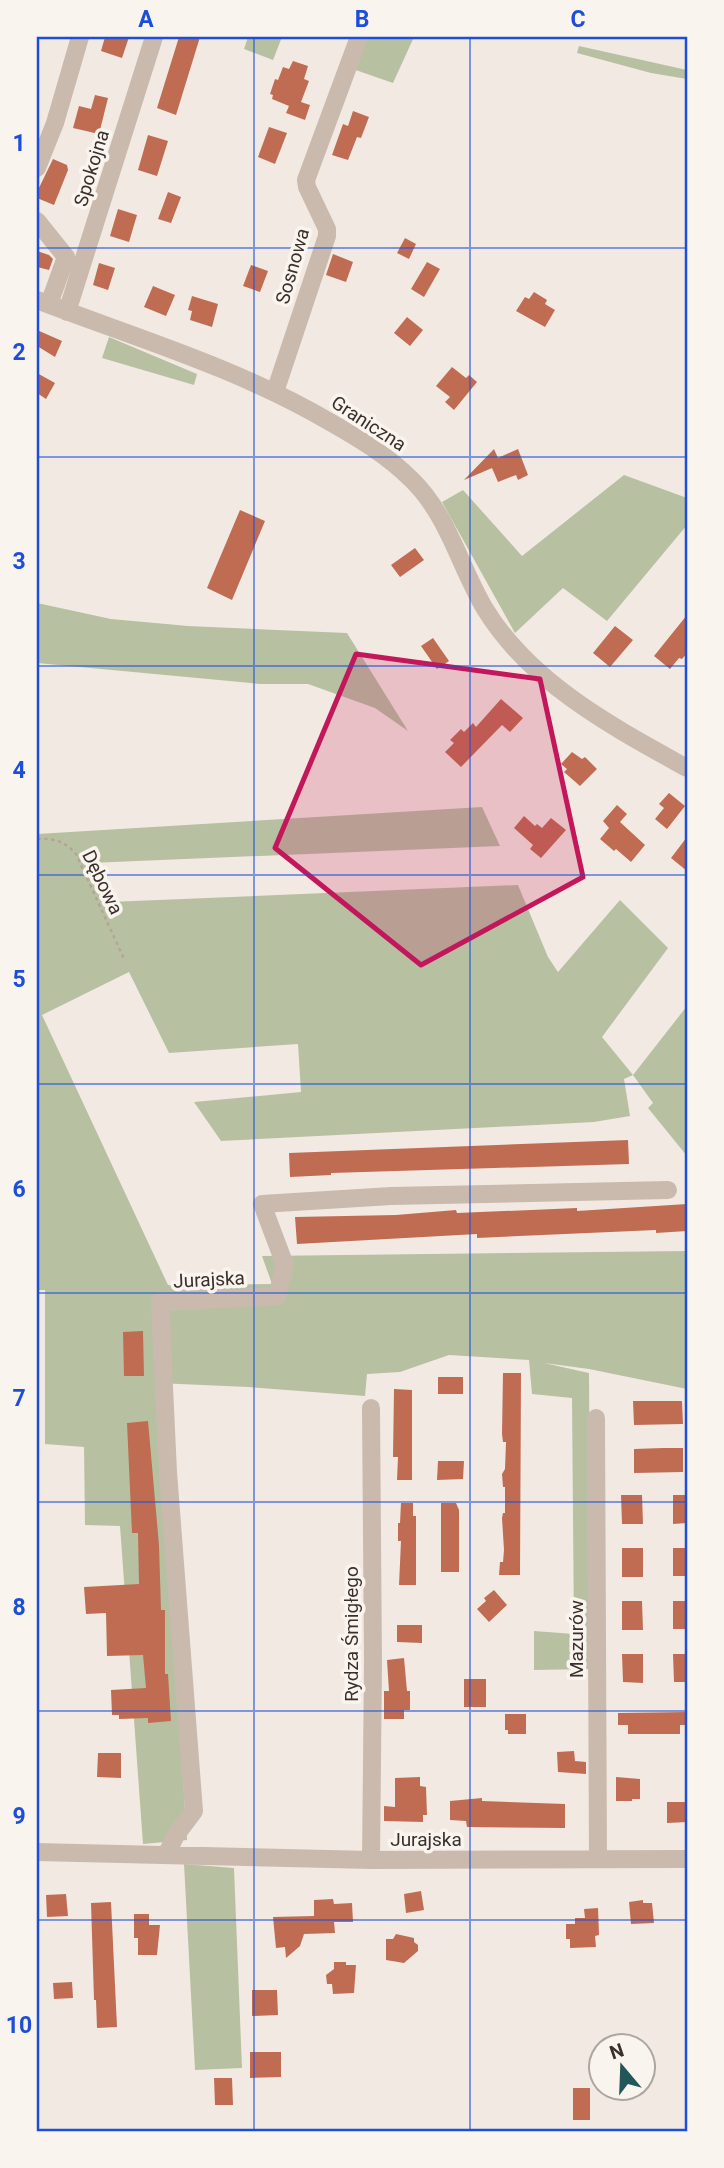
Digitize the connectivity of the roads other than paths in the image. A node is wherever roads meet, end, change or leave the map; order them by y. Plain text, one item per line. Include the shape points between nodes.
1 (80, 37) edge
2 (154, 37) edge
3 (359, 37) edge
4 (37, 168) edge
5 (37, 221) edge
6 (43, 302) edge
7 (67, 312) junction
8 (275, 391) junction
9 (687, 768) edge
10 (668, 1190) dead end
11 (371, 1408) dead end
12 (596, 1418) dead end
13 (37, 1852) edge
14 (166, 1855) junction
15 (598, 1859) junction
16 (687, 1859) edge
17 (371, 1860) junction

1 - 4 street
2 - 7 street, Spokojna
3 - 8 street, Sosnowa via 306,180 327,236
5 - 6 street via 66,257
6 - 7 street, Graniczna
7 - 8 street, Graniczna
8 - 9 street, Graniczna via 385,456 412,480 437,512 487,611 534,668 593,712
10 - 14 street, Jurajska via 391,1196 262,1204 285,1265 277,1296 160,1302 194,1811
11 - 17 street, Rydza Śmigłego
12 - 15 street, Mazurów
13 - 14 street, Jurajska
14 - 17 street, Jurajska
15 - 16 street, Jurajska
15 - 17 street, Jurajska

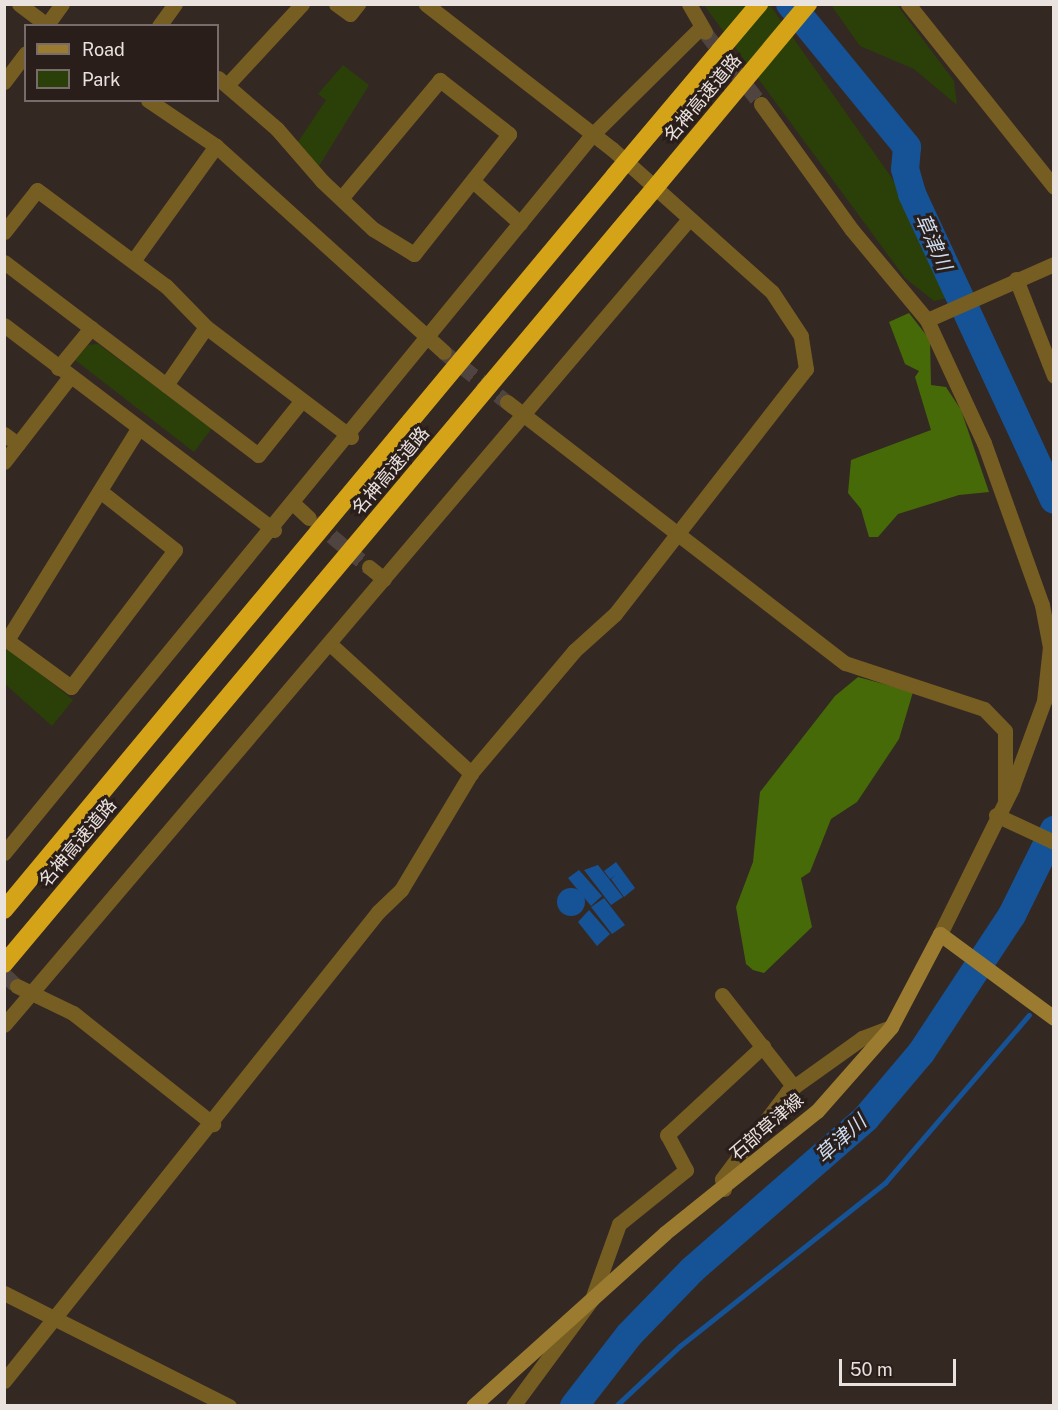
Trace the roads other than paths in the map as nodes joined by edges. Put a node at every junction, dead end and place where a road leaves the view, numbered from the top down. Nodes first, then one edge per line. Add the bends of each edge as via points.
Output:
1 (19, 4) edge
2 (62, 4) edge
3 (175, 4) edge
4 (302, 4) edge
5 (336, 4) edge
6 (358, 4) edge
7 (426, 4) edge
8 (689, 4) edge
9 (759, 4) edge
10 (808, 4) edge
11 (908, 4) edge
12 (46, 24) edge
13 (48, 24) edge
14 (160, 24) edge
15 (24, 54) edge
16 (10, 64) edge
17 (223, 81) edge
18 (4, 82) edge
19 (151, 102) edge
20 (761, 104) tunnel mouth
21 (591, 136) junction
22 (216, 146) junction
23 (474, 182) junction
24 (1053, 187) edge
25 (342, 197) junction
26 (689, 219) junction
27 (520, 223) junction
28 (4, 232) edge
29 (133, 261) junction
30 (4, 262) edge
31 (1053, 264) edge
32 (1011, 282) junction
33 (927, 320) junction
34 (4, 325) edge
35 (206, 327) junction
36 (91, 328) junction
37 (429, 340) junction
38 (444, 352) tunnel mouth
39 (64, 373) junction
40 (1053, 376) edge
41 (166, 386) junction
42 (302, 400) junction
43 (507, 402) tunnel mouth
44 (522, 414) junction
45 (138, 429) junction
46 (4, 434) edge
47 (351, 437) junction
48 (18, 444) junction
49 (4, 462) edge
50 (100, 491) junction
51 (295, 505) junction
52 (309, 518) tunnel mouth
53 (274, 530) junction
54 (677, 537) junction
55 (369, 567) tunnel mouth
56 (384, 579) junction
57 (6, 639) edge
58 (329, 643) junction
59 (471, 773) junction
60 (1005, 801) junction
61 (996, 815) junction
62 (1053, 842) edge
63 (4, 854) edge
64 (4, 910) edge
65 (940, 934) junction
66 (4, 964) edge
67 (18, 986) tunnel mouth
68 (34, 993) junction
69 (722, 994) dead end
70 (1053, 1018) edge
71 (4, 1025) edge
72 (891, 1027) junction
73 (763, 1046) junction
74 (794, 1087) junction
75 (213, 1124) junction
76 (724, 1189) junction
77 (4, 1293) edge
78 (592, 1299) junction
79 (53, 1321) junction
80 (4, 1381) edge
81 (229, 1406) edge
82 (473, 1406) edge
83 (513, 1406) edge

1 - 12 street
2 - 13 street
3 - 14 street
4 - 17 street
5 - 6 street via 350,14
7 - 21 street
8 - 21 street via 703,30
9 - 64 highway, 名神高速道路, bridge
10 - 66 highway, 名神高速道路, bridge
11 - 24 street
15 - 16 street
16 - 18 street
17 - 25 street
19 - 22 street
20 - 33 street via 852,230
21 - 26 street
21 - 27 street
22 - 29 street
22 - 37 street
23 - 25 street via 414,254 373,229
23 - 25 street via 509,134 440,80
23 - 27 street
26 - 44 street
26 - 54 street via 772,292 801,336 807,355 806,369
27 - 37 street
28 - 29 street via 37,190
29 - 35 street
30 - 36 street
31 - 32 street
32 - 33 street
32 - 40 street
33 - 60 street via 984,443 1042,605 1050,647 1044,701
34 - 39 street
35 - 41 street
35 - 42 street
36 - 39 street
36 - 41 street
37 - 38 street
37 - 47 street
39 - 45 street
39 - 48 street
41 - 42 street via 258,456
42 - 47 street
43 - 44 street
44 - 54 street
44 - 56 street
45 - 50 street
45 - 53 street
46 - 48 street
47 - 51 street
48 - 49 street
50 - 57 street
50 - 57 street via 175,550 71,687
51 - 52 street
51 - 53 street
53 - 63 street
54 - 59 street
54 - 60 street via 845,663 984,710 1005,731
55 - 56 street
56 - 58 street
58 - 59 street
58 - 68 street
59 - 75 street via 401,890 378,912
60 - 61 street
61 - 62 street
61 - 65 street
65 - 70 main road
65 - 72 main road, 石部草津線
67 - 68 street
68 - 71 street
68 - 75 street via 73,1013
69 - 73 street
72 - 74 street via 862,1038
72 - 76 main road, 石部草津線 via 817,1111
73 - 74 street
73 - 78 street via 667,1135 686,1170 620,1224
74 - 76 street via 722,1179
75 - 79 street
76 - 78 main road, 石部草津線 via 665,1233
77 - 79 street
78 - 82 main road, 石部草津線
78 - 83 street
79 - 80 street
79 - 81 street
* * * * * * * * *
(EXERCISE OBJECTIVE) Please go through the listing and return each line that has "tunnel" in it.

(SOLVED EXERCISE)
20 (761, 104) tunnel mouth
38 (444, 352) tunnel mouth
43 (507, 402) tunnel mouth
52 (309, 518) tunnel mouth
55 (369, 567) tunnel mouth
67 (18, 986) tunnel mouth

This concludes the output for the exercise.